Ambitious, elegant, impersonal, large in scale, and simultaneously both timeless and reflective of its time—these, according to Katz, are the qualities of “high style” in painting. Believing, he has said, that “you have no power unless you have traditional elements in your pictures,” Katz integrates familiar traditions with avant-garde practice. Passing belongs to a venerable genre—it is a self-portrait—but it has the scale of Abstract Expressionism. The work is among Katz’s first big paintings, which he deliberately imbued with what he has termed the “aggressive and intimidating” qualities of billboards.
The ground in Passing is a flat monochrome, and Katz’s face and shoulders are so simplified that it is mainly their clarity as parts of a figure that insinuates their volume. Neither smiling nor frowning, Katz meets our gaze frankly.

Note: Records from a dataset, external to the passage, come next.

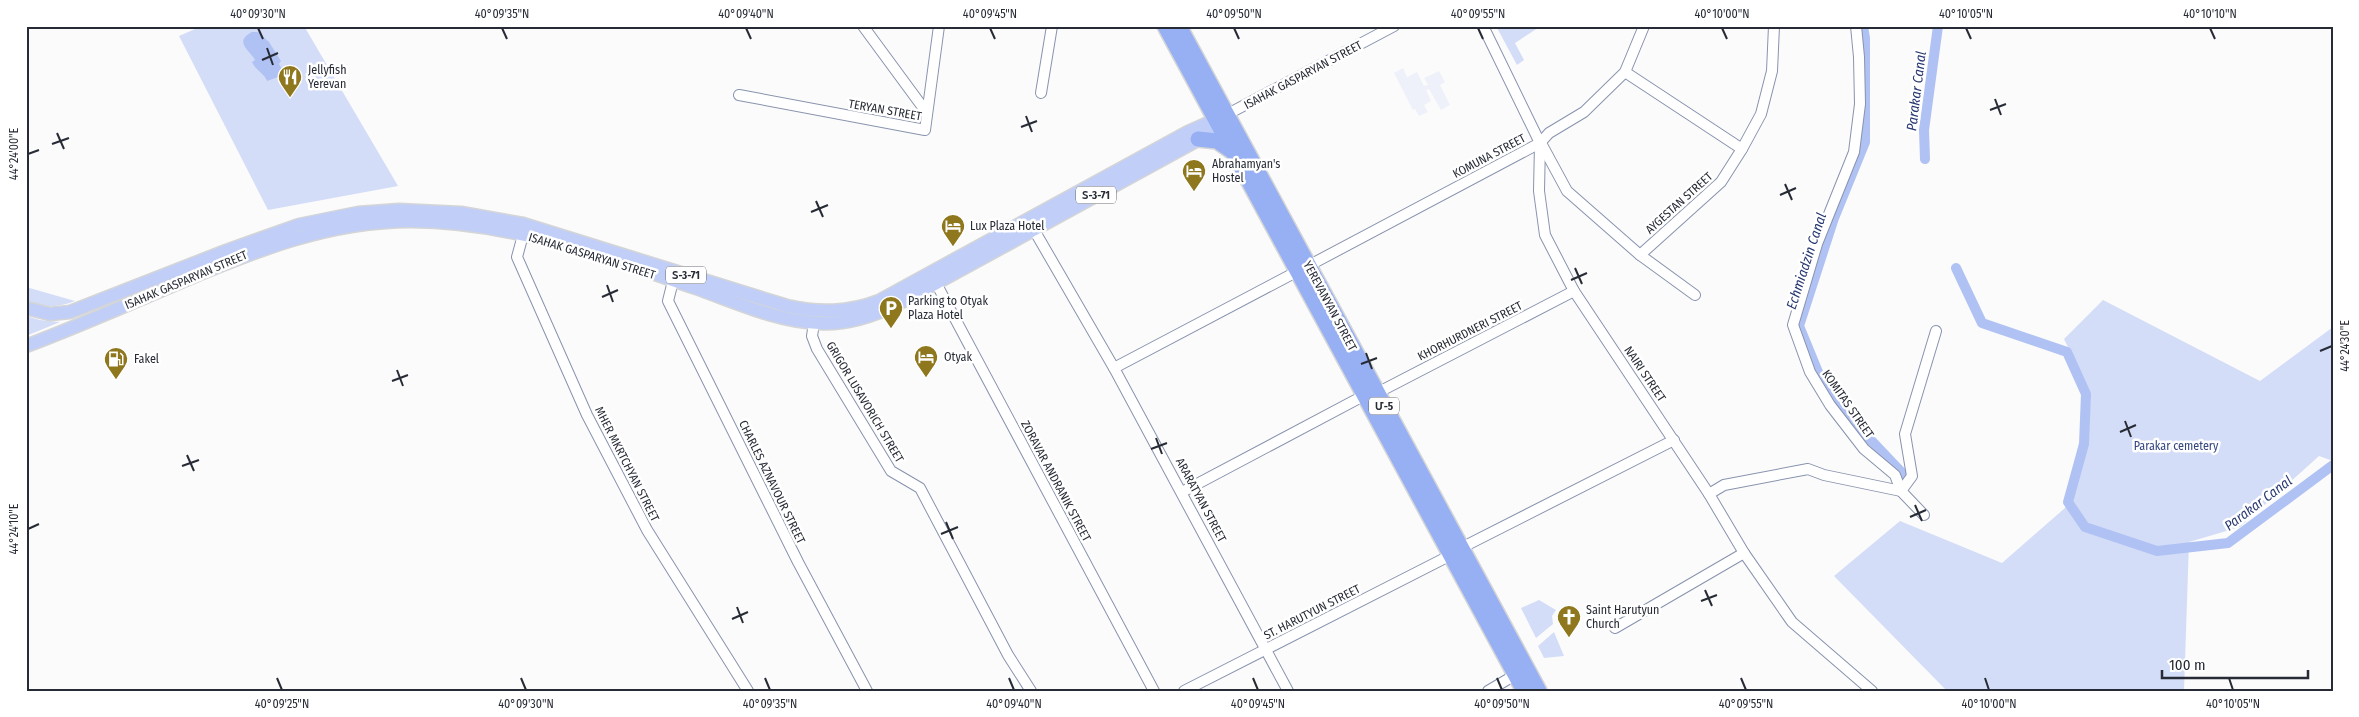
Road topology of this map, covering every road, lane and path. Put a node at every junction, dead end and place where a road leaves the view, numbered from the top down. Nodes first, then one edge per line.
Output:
1 (863, 26) edge
2 (939, 26) edge
3 (1052, 26) edge
4 (1165, 26) edge
5 (1180, 26) edge
6 (1394, 26) edge
7 (1483, 26) edge
8 (1644, 26) edge
9 (1774, 26) edge
10 (1856, 26) edge
11 (1625, 72) junction
12 (1041, 93) dead end
13 (739, 96) dead end
14 (928, 113) junction
15 (1226, 119) junction
16 (1198, 139) junction
17 (1540, 143) junction
18 (1742, 149) junction
19 (1235, 153) junction
20 (1031, 225) junction
21 (523, 235) junction
22 (1640, 254) junction
23 (1303, 268) junction
24 (673, 281) junction
25 (936, 283) junction
26 (1574, 291) junction
27 (1695, 295) dead end
28 (26, 308) edge
29 (814, 323) junction
30 (1936, 331) dead end
31 (26, 346) edge
32 (1114, 368) junction
33 (1371, 394) junction
34 (1674, 440) junction
35 (1901, 491) junction
36 (1182, 492) junction
37 (1709, 494) junction
38 (1924, 515) dead end
39 (1456, 552) junction
40 (1744, 553) junction
41 (1614, 628) dead end
42 (1266, 649) junction
43 (1515, 675) junction
44 (748, 691) edge
45 (867, 691) edge
46 (1031, 691) edge
47 (1154, 691) edge
48 (1184, 691) edge
49 (1288, 691) edge
50 (1488, 691) edge
51 (1524, 691) edge
52 (1539, 691) edge
53 (1872, 691) edge

1 - 14 street
2 - 14 street, TERYAN STREET
3 - 12 street
4 - 15 highway, YEREVANYAN STREET / Մ-5
5 - 15 highway, YEREVANYAN STREET / Մ-5
6 - 15 street, ISAHAK GASPARYAN STREET
7 - 17 street, NAIRI STREET
8 - 11 street, KOMUNA STREET
9 - 18 street, AYGESTAN STREET
10 - 35 street, KOMITAS STREET
11 - 17 street, KOMUNA STREET
11 - 18 street
13 - 14 street, TERYAN STREET
15 - 16 main road, ISAHAK GASPARYAN STREET / Տ-3-71
15 - 19 highway, YEREVANYAN STREET / Մ-5
15 - 20 main road, ISAHAK GASPARYAN STREET / Տ-3-71
15 - 23 highway, YEREVANYAN STREET / Մ-5
16 - 19 highway
16 - 20 main road, ISAHAK GASPARYAN STREET / Տ-3-71
17 - 22 street
17 - 23 street, KOMUNA STREET
17 - 26 street, NAIRI STREET
18 - 22 street, AYGESTAN STREET
19 - 23 highway, YEREVANYAN STREET / Մ-5
20 - 25 main road, ISAHAK GASPARYAN STREET / Տ-3-71
20 - 28 main road, ISAHAK GASPARYAN STREET / Տ-3-71
20 - 32 street, ARARATYAN STREET
21 - 24 main road, ISAHAK GASPARYAN STREET / Տ-3-71
21 - 31 main road, ISAHAK GASPARYAN STREET / Տ-3-71
21 - 44 street, MHER MKRTCHYAN STREET
22 - 27 street
23 - 32 street, KOMUNA STREET
23 - 33 highway, YEREVANYAN STREET / Մ-5
24 - 29 main road, ISAHAK GASPARYAN STREET / Տ-3-71
24 - 45 street, CHARLES AZNAVOUR STREET
25 - 29 main road, ISAHAK GASPARYAN STREET / Տ-3-71
25 - 47 street, ZORAVAR ANDRANIK STREET
26 - 33 street, KHORHURDNERI STREET
26 - 34 street, NAIRI STREET
29 - 46 street, GRIGOR LUSAVORICH STREET
30 - 35 street
32 - 36 street, ARARATYAN STREET
33 - 36 street, KHORHURDNERI STREET
33 - 39 highway, YEREVANYAN STREET / Մ-5
34 - 37 street, NAIRI STREET
34 - 39 street, ST. HARUTYUN STREET
35 - 37 street
35 - 38 street, KOMITAS STREET
36 - 42 street, ARARATYAN STREET
37 - 40 street, NAIRI STREET
39 - 42 street, ST. HARUTYUN STREET
39 - 43 highway, YEREVANYAN STREET / Մ-5
39 - 52 highway, YEREVANYAN STREET / Մ-5
40 - 41 street
40 - 53 street, NAIRI STREET
42 - 48 street, ST. HARUTYUN STREET
42 - 49 street, ARARATYAN STREET
43 - 50 street
43 - 51 highway, YEREVANYAN STREET / Մ-5

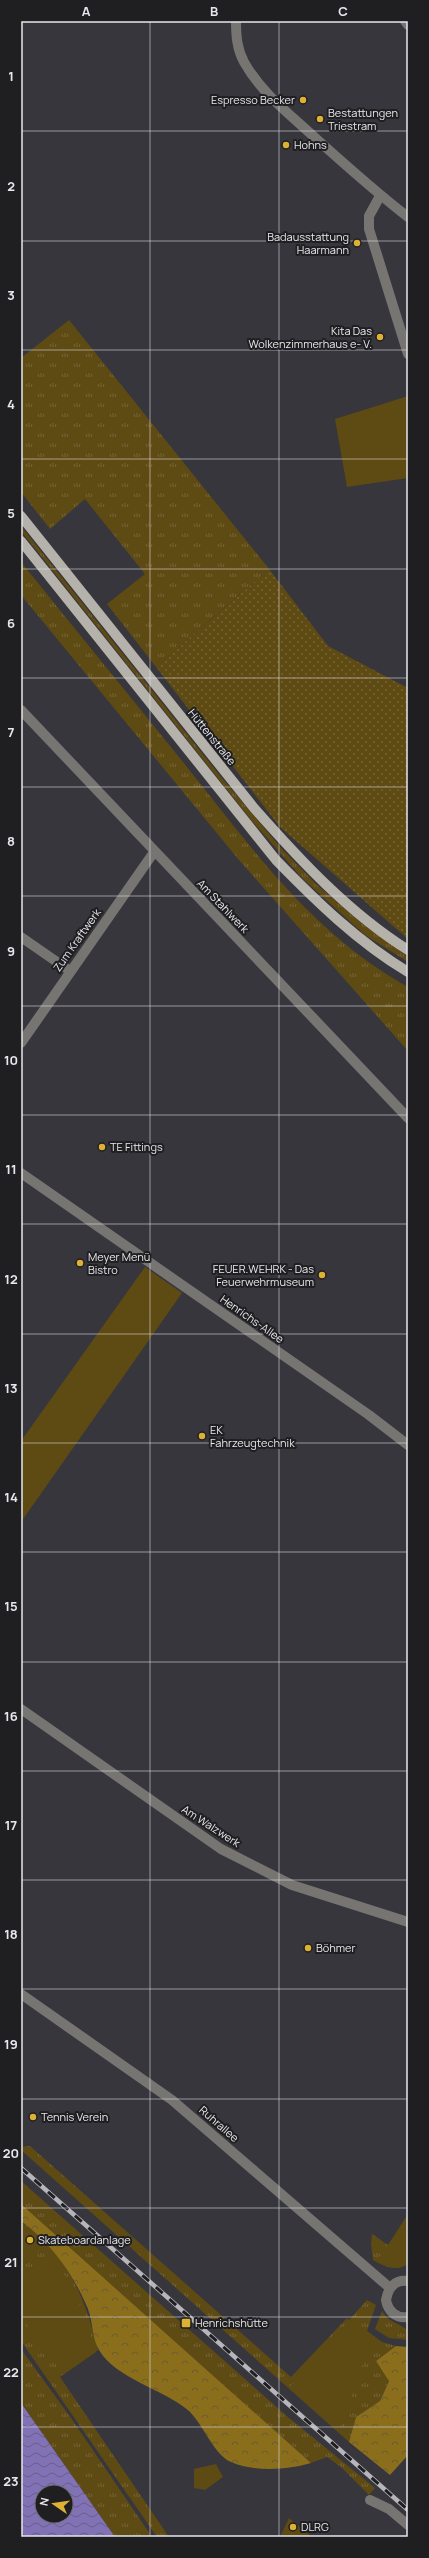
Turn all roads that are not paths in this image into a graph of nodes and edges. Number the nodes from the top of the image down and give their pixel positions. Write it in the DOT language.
graph roads {
  1 [pos="405,21"];
  2 [pos="236,25"];
  3 [pos="408,25"];
  4 [pos="380,196"];
  5 [pos="408,217"];
  6 [pos="408,354"];
  7 [pos="21,516"];
  8 [pos="21,541"];
  9 [pos="21,710"];
  10 [pos="154,852"];
  11 [pos="21,937"];
  12 [pos="408,950"];
  13 [pos="70,971"];
  14 [pos="408,972"];
  15 [pos="21,1043"];
  16 [pos="408,1118"];
  17 [pos="21,1173"];
  18 [pos="408,1444"];
  19 [pos="21,1709"];
  20 [pos="408,1922"];
  21 [pos="21,1994"];
  22 [pos="408,2281"];
  23 [pos="390,2288"];
  24 [pos="407,2319"];
  25 [pos="370,2500"];
  26 [pos="408,2525"];
  1 -- 3 [label="street"];
  2 -- 4 [label="street"];
  4 -- 5 [label="street"];
  4 -- 6 [label="street"];
  7 -- 12 [label="main road, Hüttenstraße"];
  8 -- 14 [label="main road"];
  9 -- 10 [label="street, Am Stahlwerk"];
  10 -- 13 [label="street, Zum Kraftwerk"];
  10 -- 16 [label="street, Am Stahlwerk"];
  11 -- 13 [label="street"];
  13 -- 15 [label="street, Zum Kraftwerk"];
  17 -- 18 [label="street, Henrichs-Allee"];
  19 -- 20 [label="street, Am Walzwerk"];
  21 -- 23 [label="street, Ruhrallee"];
  22 -- 23 [label="street"];
  23 -- 24 [label="street"];
  25 -- 26 [label="street"];
}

He appears in the guise of a well-dressed businessman, and he has taken care to depict each element of his elegant uniform: the perfect ellipse of the hat brim; the asymmetry in the height of the shoulders; the limited palette, all near-flat blacks, whites, and grays. Far from the cliché of the bohemian artist, Katz looks coolly imperturbable in his dapper suit and hat. Though the work is plainly a self-portrait, the title may suggest that here Katz is also passing as a kind of everyman.
Publication excerpt from MoMA Highlights: 375 Works from The Museum of Modern Art, New York (New York: The Museum of Modern Art, 2019)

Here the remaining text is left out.